● Task
An exact copy of every record, without the pictures, is what should come back.

-*-

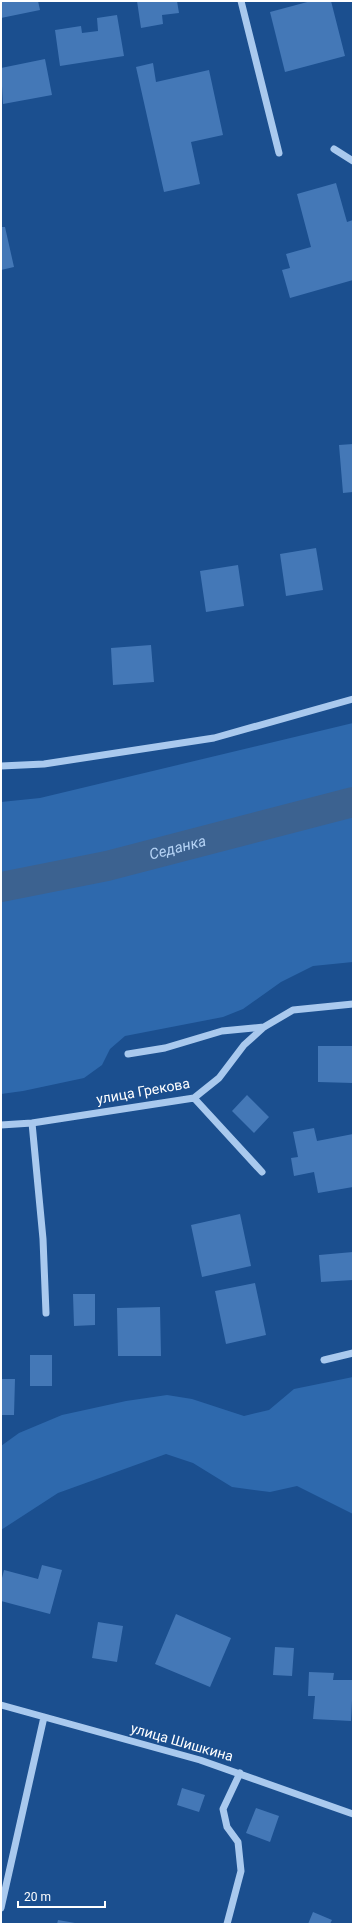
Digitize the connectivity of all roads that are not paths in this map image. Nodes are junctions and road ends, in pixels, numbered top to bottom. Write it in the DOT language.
graph roads {
  1 [pos="241,1"];
  2 [pos="334,149"];
  3 [pos="279,153"];
  4 [pos="353,161"];
  5 [pos="353,699"];
  6 [pos="1,766"];
  7 [pos="353,1004"];
  8 [pos="264,1026"];
  9 [pos="128,1054"];
  10 [pos="194,1098"];
  11 [pos="32,1122"];
  12 [pos="1,1125"];
  13 [pos="262,1172"];
  14 [pos="46,1313"];
  15 [pos="353,1352"];
  16 [pos="324,1360"];
  17 [pos="1,1705"];
  18 [pos="44,1717"];
  19 [pos="240,1773"];
  20 [pos="353,1814"];
  21 [pos="1,1908"];
  22 [pos="227,1924"];
  1 -- 3 [label="street"];
  2 -- 4 [label="street"];
  5 -- 6 [label="street"];
  7 -- 8 [label="street, улица Грекова"];
  8 -- 9 [label="street"];
  8 -- 10 [label="street, улица Грекова"];
  10 -- 11 [label="street, улица Грекова"];
  10 -- 13 [label="street"];
  11 -- 12 [label="street, улица Грекова"];
  11 -- 14 [label="street"];
  15 -- 16 [label="street"];
  17 -- 18 [label="street, улица Шишкина"];
  18 -- 19 [label="street, улица Шишкина"];
  18 -- 21 [label="street"];
  19 -- 20 [label="street, улица Шишкина"];
  19 -- 22 [label="street"];
}
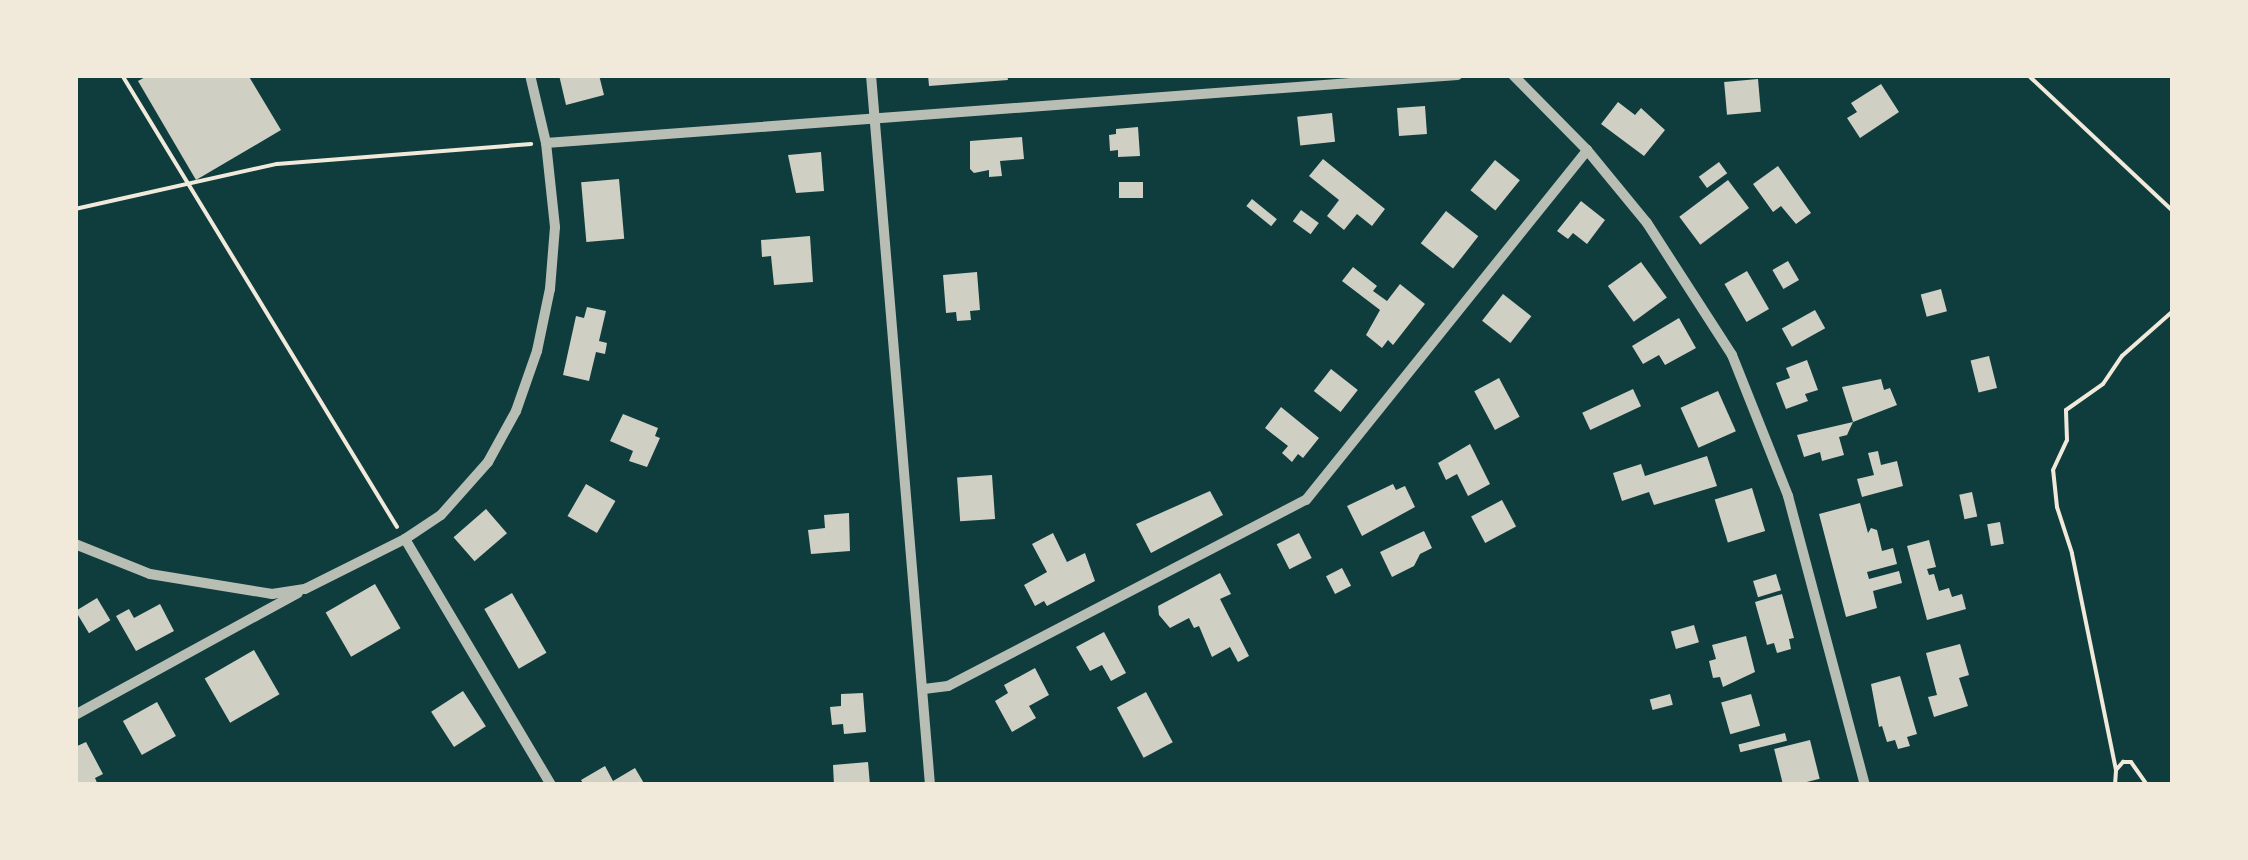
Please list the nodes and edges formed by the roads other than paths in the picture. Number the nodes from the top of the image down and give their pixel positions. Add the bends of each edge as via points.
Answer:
1 (530, 75) edge
2 (871, 75) edge
3 (1458, 75) edge
4 (1512, 75) edge
5 (874, 120) junction
6 (546, 143) junction
7 (1587, 150) junction
8 (405, 539) junction
9 (75, 544) edge
10 (305, 589) junction
11 (924, 690) junction
12 (75, 716) edge
13 (551, 785) edge
14 (930, 785) edge
15 (1865, 785) edge

1 - 6 street
2 - 5 street
3 - 5 street
4 - 7 street
5 - 6 street
5 - 11 street
6 - 8 street via 555,227 550,289 516,411 488,462 442,515
7 - 11 street via 1306,500 948,686
7 - 15 street via 1661,241 1732,356 1788,496
8 - 10 street
8 - 13 street
9 - 10 street via 122,567 185,583 272,594
10 - 12 street
11 - 14 street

-*-

● Reply to the task
Digitize the connectivity of all roads that are not paths in this map image. Nodes are junctions and road ends, in pixels, numbered top to bottom. Write it in the DOT language.
graph roads {
  1 [pos="241,1"];
  2 [pos="334,149"];
  3 [pos="279,153"];
  4 [pos="353,161"];
  5 [pos="353,699"];
  6 [pos="1,766"];
  7 [pos="353,1004"];
  8 [pos="264,1026"];
  9 [pos="128,1054"];
  10 [pos="194,1098"];
  11 [pos="32,1122"];
  12 [pos="1,1125"];
  13 [pos="262,1172"];
  14 [pos="46,1313"];
  15 [pos="353,1352"];
  16 [pos="324,1360"];
  17 [pos="1,1705"];
  18 [pos="44,1717"];
  19 [pos="240,1773"];
  20 [pos="353,1814"];
  21 [pos="1,1908"];
  22 [pos="227,1924"];
  1 -- 3 [label="street"];
  2 -- 4 [label="street"];
  5 -- 6 [label="street"];
  7 -- 8 [label="street, улица Грекова"];
  8 -- 9 [label="street"];
  8 -- 10 [label="street, улица Грекова"];
  10 -- 11 [label="street, улица Грекова"];
  10 -- 13 [label="street"];
  11 -- 12 [label="street, улица Грекова"];
  11 -- 14 [label="street"];
  15 -- 16 [label="street"];
  17 -- 18 [label="street, улица Шишкина"];
  18 -- 19 [label="street, улица Шишкина"];
  18 -- 21 [label="street"];
  19 -- 20 [label="street, улица Шишкина"];
  19 -- 22 [label="street"];
}
Please list the nodes and edges formed by the roads other than paths in the picture. Number the nodes from the top of the image down and give their pixel positions. Add the bends of each edge as via points.
Answer:
1 (530, 75) edge
2 (871, 75) edge
3 (1458, 75) edge
4 (1512, 75) edge
5 (874, 120) junction
6 (546, 143) junction
7 (1587, 150) junction
8 (405, 539) junction
9 (75, 544) edge
10 (305, 589) junction
11 (924, 690) junction
12 (75, 716) edge
13 (551, 785) edge
14 (930, 785) edge
15 (1865, 785) edge

1 - 6 street
2 - 5 street
3 - 5 street
4 - 7 street
5 - 6 street
5 - 11 street
6 - 8 street via 555,227 550,289 516,411 488,462 442,515
7 - 11 street via 1306,500 948,686
7 - 15 street via 1661,241 1732,356 1788,496
8 - 10 street
8 - 13 street
9 - 10 street via 122,567 185,583 272,594
10 - 12 street
11 - 14 street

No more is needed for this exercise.